Work order: From the first record below to the last, retype each one exactly.
====== Data to examine ======
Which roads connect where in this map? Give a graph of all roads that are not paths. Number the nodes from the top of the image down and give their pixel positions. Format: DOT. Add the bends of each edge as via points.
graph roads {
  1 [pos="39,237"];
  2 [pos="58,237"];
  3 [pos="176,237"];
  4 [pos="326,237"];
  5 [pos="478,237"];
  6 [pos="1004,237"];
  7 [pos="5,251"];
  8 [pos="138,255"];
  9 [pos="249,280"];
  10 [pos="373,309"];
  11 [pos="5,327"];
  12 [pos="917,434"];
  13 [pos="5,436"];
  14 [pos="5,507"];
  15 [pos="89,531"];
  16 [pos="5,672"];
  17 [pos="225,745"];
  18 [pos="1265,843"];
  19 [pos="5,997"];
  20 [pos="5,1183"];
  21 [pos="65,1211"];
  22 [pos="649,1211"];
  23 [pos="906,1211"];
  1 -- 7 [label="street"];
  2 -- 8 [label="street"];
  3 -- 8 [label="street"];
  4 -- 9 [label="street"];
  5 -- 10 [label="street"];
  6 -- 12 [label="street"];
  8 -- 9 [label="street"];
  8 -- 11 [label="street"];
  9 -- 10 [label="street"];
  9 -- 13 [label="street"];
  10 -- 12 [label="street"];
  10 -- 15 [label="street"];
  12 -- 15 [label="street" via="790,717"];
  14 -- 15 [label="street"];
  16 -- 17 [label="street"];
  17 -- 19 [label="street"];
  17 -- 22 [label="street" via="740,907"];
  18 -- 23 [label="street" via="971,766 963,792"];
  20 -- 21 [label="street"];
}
======
Solution:
Which roads connect where in this map? Give a graph of all roads that are not paths. Number the nodes from the top of the image down and give their pixel positions. Format: DOT. Add the bends of each edge as via points.
graph roads {
  1 [pos="39,237"];
  2 [pos="58,237"];
  3 [pos="176,237"];
  4 [pos="326,237"];
  5 [pos="478,237"];
  6 [pos="1004,237"];
  7 [pos="5,251"];
  8 [pos="138,255"];
  9 [pos="249,280"];
  10 [pos="373,309"];
  11 [pos="5,327"];
  12 [pos="917,434"];
  13 [pos="5,436"];
  14 [pos="5,507"];
  15 [pos="89,531"];
  16 [pos="5,672"];
  17 [pos="225,745"];
  18 [pos="1265,843"];
  19 [pos="5,997"];
  20 [pos="5,1183"];
  21 [pos="65,1211"];
  22 [pos="649,1211"];
  23 [pos="906,1211"];
  1 -- 7 [label="street"];
  2 -- 8 [label="street"];
  3 -- 8 [label="street"];
  4 -- 9 [label="street"];
  5 -- 10 [label="street"];
  6 -- 12 [label="street"];
  8 -- 9 [label="street"];
  8 -- 11 [label="street"];
  9 -- 10 [label="street"];
  9 -- 13 [label="street"];
  10 -- 12 [label="street"];
  10 -- 15 [label="street"];
  12 -- 15 [label="street" via="790,717"];
  14 -- 15 [label="street"];
  16 -- 17 [label="street"];
  17 -- 19 [label="street"];
  17 -- 22 [label="street" via="740,907"];
  18 -- 23 [label="street" via="971,766 963,792"];
  20 -- 21 [label="street"];
}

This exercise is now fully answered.